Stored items
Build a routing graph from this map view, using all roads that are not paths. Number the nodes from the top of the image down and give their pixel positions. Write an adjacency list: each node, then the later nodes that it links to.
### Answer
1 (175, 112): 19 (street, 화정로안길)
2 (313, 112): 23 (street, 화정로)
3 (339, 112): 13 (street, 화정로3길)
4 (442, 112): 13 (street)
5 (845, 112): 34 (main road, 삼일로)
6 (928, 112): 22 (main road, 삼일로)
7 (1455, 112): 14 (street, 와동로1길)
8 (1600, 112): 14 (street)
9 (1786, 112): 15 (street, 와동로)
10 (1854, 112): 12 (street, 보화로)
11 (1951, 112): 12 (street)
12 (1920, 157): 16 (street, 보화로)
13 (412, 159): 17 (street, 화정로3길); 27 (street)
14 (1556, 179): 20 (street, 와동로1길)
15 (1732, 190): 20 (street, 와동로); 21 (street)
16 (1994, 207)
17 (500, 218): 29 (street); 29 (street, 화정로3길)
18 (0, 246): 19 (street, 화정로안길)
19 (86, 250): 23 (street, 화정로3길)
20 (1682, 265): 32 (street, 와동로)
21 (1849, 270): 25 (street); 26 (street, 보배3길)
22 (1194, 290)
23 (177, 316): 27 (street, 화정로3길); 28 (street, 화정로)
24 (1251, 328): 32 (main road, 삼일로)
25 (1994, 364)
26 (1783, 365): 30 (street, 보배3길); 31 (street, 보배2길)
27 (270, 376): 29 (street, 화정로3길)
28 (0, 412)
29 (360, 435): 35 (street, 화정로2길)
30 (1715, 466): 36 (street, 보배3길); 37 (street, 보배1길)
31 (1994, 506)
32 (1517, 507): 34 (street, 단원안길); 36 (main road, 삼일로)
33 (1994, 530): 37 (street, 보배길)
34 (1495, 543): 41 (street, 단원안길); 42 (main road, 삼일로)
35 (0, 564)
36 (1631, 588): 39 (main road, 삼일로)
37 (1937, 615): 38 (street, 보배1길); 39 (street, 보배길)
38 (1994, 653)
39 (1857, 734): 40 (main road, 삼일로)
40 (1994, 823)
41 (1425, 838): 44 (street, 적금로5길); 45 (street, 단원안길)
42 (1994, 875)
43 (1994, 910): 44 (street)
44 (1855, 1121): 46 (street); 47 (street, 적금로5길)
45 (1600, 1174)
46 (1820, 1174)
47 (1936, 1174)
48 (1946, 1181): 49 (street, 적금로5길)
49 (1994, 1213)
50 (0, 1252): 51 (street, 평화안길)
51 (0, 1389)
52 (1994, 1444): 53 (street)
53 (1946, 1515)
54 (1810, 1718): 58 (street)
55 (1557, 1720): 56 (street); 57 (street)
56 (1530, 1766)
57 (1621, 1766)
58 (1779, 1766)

• [YOUR TASK]:
Copy out all of the data. Keep every word unchanged.

• [EXERCISE OUTPUT]:
Build a routing graph from this map view, using all roads that are not paths. Number the nodes from the top of the image down and give their pixel positions. Write an adjacency list: each node, then the later nodes that it links to.
### Answer
1 (175, 112): 19 (street, 화정로안길)
2 (313, 112): 23 (street, 화정로)
3 (339, 112): 13 (street, 화정로3길)
4 (442, 112): 13 (street)
5 (845, 112): 34 (main road, 삼일로)
6 (928, 112): 22 (main road, 삼일로)
7 (1455, 112): 14 (street, 와동로1길)
8 (1600, 112): 14 (street)
9 (1786, 112): 15 (street, 와동로)
10 (1854, 112): 12 (street, 보화로)
11 (1951, 112): 12 (street)
12 (1920, 157): 16 (street, 보화로)
13 (412, 159): 17 (street, 화정로3길); 27 (street)
14 (1556, 179): 20 (street, 와동로1길)
15 (1732, 190): 20 (street, 와동로); 21 (street)
16 (1994, 207)
17 (500, 218): 29 (street); 29 (street, 화정로3길)
18 (0, 246): 19 (street, 화정로안길)
19 (86, 250): 23 (street, 화정로3길)
20 (1682, 265): 32 (street, 와동로)
21 (1849, 270): 25 (street); 26 (street, 보배3길)
22 (1194, 290)
23 (177, 316): 27 (street, 화정로3길); 28 (street, 화정로)
24 (1251, 328): 32 (main road, 삼일로)
25 (1994, 364)
26 (1783, 365): 30 (street, 보배3길); 31 (street, 보배2길)
27 (270, 376): 29 (street, 화정로3길)
28 (0, 412)
29 (360, 435): 35 (street, 화정로2길)
30 (1715, 466): 36 (street, 보배3길); 37 (street, 보배1길)
31 (1994, 506)
32 (1517, 507): 34 (street, 단원안길); 36 (main road, 삼일로)
33 (1994, 530): 37 (street, 보배길)
34 (1495, 543): 41 (street, 단원안길); 42 (main road, 삼일로)
35 (0, 564)
36 (1631, 588): 39 (main road, 삼일로)
37 (1937, 615): 38 (street, 보배1길); 39 (street, 보배길)
38 (1994, 653)
39 (1857, 734): 40 (main road, 삼일로)
40 (1994, 823)
41 (1425, 838): 44 (street, 적금로5길); 45 (street, 단원안길)
42 (1994, 875)
43 (1994, 910): 44 (street)
44 (1855, 1121): 46 (street); 47 (street, 적금로5길)
45 (1600, 1174)
46 (1820, 1174)
47 (1936, 1174)
48 (1946, 1181): 49 (street, 적금로5길)
49 (1994, 1213)
50 (0, 1252): 51 (street, 평화안길)
51 (0, 1389)
52 (1994, 1444): 53 (street)
53 (1946, 1515)
54 (1810, 1718): 58 (street)
55 (1557, 1720): 56 (street); 57 (street)
56 (1530, 1766)
57 (1621, 1766)
58 (1779, 1766)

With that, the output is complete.